Last nite the kid comes upstairs from the garage and asks me to show him how to make a double flare an some 3/16" steel brake tubing he's patching up his '95 Honda Civic with.
It's been maybe 20 years since I made a double flare, so I Googled up a nice set of photos for him which showed how far the tubing should project from the tool when starting out. (By using the thickness of the base of the "first stage" button die as a gage.)
All I own is an old single flare tool from copper tubing days, so the kid had borrowed a double flaring tool from Auto Zone when he picked up the tubing and fittings he needed.
The tool looked brand new, but had the earmarks of being a cheap import. There was no recognizable brand name on it or it's spotlessly clean red plastic box, and no instruction sheet with it. But it looked just like the tool I remembered making double flares with a long time ago.
I thought it would be a snap to make the first flare for the son and let him do the rest, but 'twas not to be.
No matter how hard I tightened the clamping screws, even using some leverage on them, the tubing slipped through that #$%^$#@ clamp every time I tried to make the first stage flare. I cut back the tubing a couple of times after a failed try, thinking a fresh start would help. I even tried degreasing the tubing and the tool's jaws with acetone. That didn't work either. (This morning I thought that maybe I should have tried putting a little emery powder in the jaws, but I'm keeping my hands off that project until I get over tha agony of defeat.)
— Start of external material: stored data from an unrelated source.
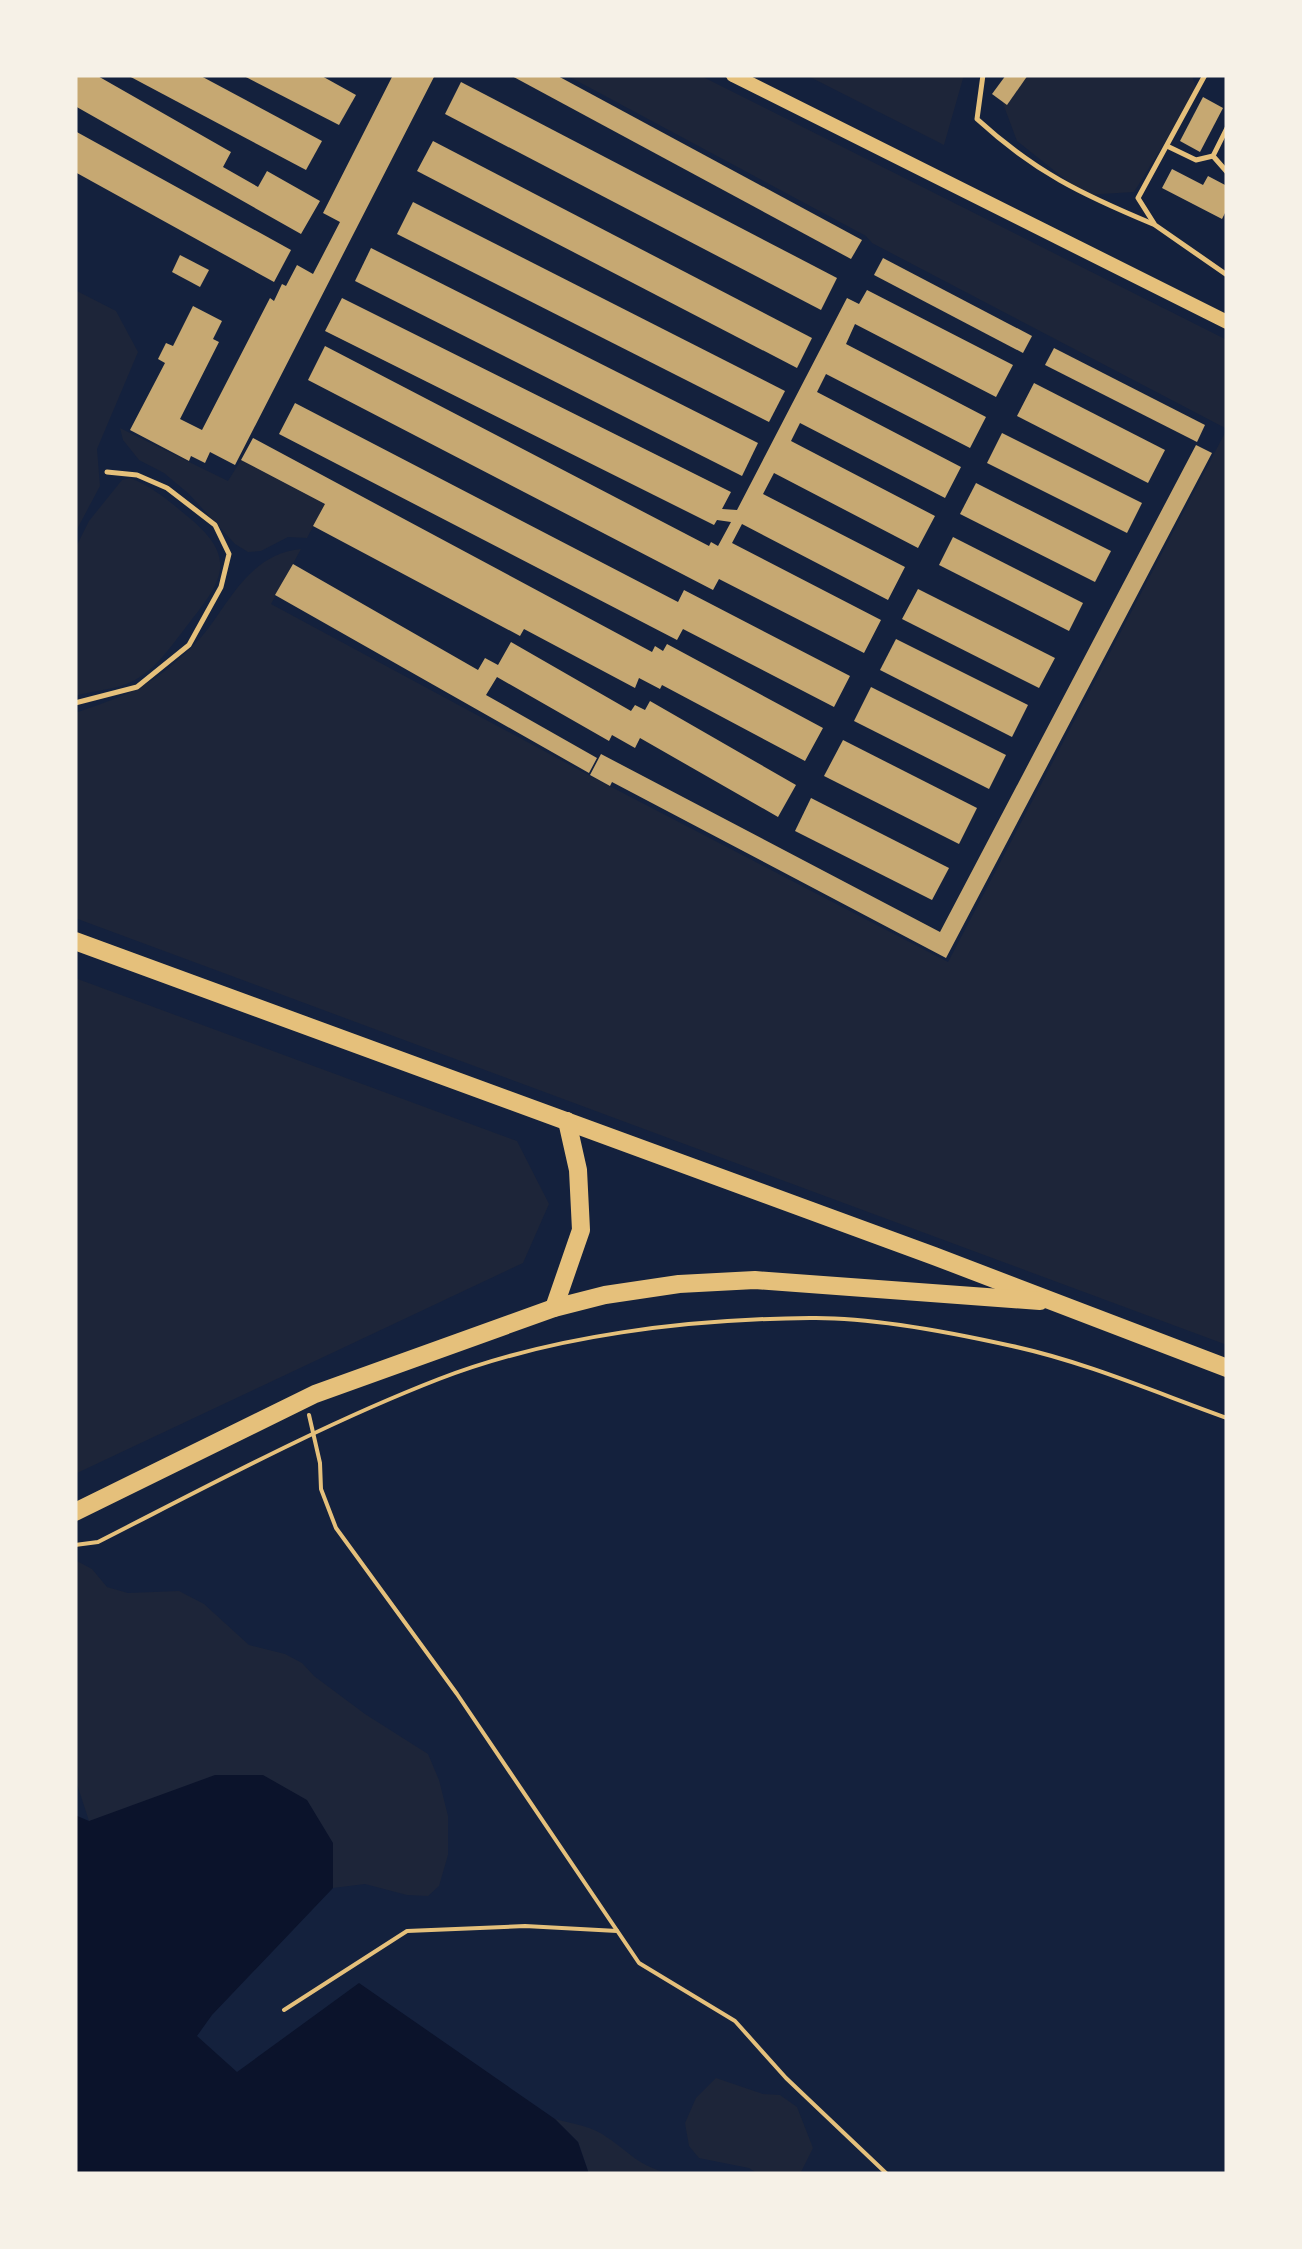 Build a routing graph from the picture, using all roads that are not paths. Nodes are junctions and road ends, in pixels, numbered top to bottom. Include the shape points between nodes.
1 (733, 75) edge
2 (982, 75) edge
3 (1206, 75) edge
4 (1227, 128) edge
5 (1167, 146) junction
6 (1213, 156) junction
7 (1227, 172) edge
8 (1155, 226) junction
9 (1227, 275) edge
10 (1227, 322) edge
11 (107, 472) dead end
12 (75, 703) edge
13 (75, 941) edge
14 (567, 1121) junction
15 (1056, 1302) junction
16 (554, 1308) junction
17 (1227, 1368) edge
18 (75, 1512) edge

1 - 10 street
2 - 8 lane via 976,119 1016,154 1077,192
3 - 5 lane
4 - 6 lane
5 - 6 lane via 1196,160
5 - 8 lane via 1138,198
6 - 7 lane
8 - 9 lane
11 - 12 lane via 167,488 215,525 229,554 221,586 188,645 137,686
13 - 14 main road
14 - 15 main road
14 - 16 main road via 581,1230
15 - 16 main road via 755,1280 661,1286
15 - 17 main road
16 - 18 main road via 306,1398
Yes, the tubing miked at .178"-181" and the tool's clamp hole was labeled 3/16". The tubing didn't feel extra hard or too soft, so was it me or the tool?
Try as I could, I couldn't make even one flare for the kid, and it took some will power to avoid flinging that tool, box and all, into the woods behind the house. Only the thought of the $20 deposit he'd left at Auto Zone stopped me.
When I eyeballed the serrations in the tool's clamp hole they looked lousy and were hardly file tooth sharp. They looked more like I'd expect to see on a tool that already had lots of flares under its belt.
I think I probably should have tacked this message on as a reply to one of the "Are HF tools any good?" threads, cause it sure seems like it had to be the tool, not me, that defeated me last night.
Did I miss anyting? Is there something particularly difficult about using a double flare tool on 3/16' steel tubing, or some trick which has to be used to keep the tubing from slipping through the clamp.
Or, am I correct in blaming my abject failure on a cheap copy of a traditional tool design, which when made with proper materials and techniques, has stood the test of time.
I told the kid to bite the bullet and buy a brand new preformed brake line from a Honda dealer or see if he can get lucky at an auto recycler. The original Honda tubing has a pretty heavy plastic sheathing on it too, which looks like it's there to help avoid corrosion, so it might be best to use that instead of naked steel anyway.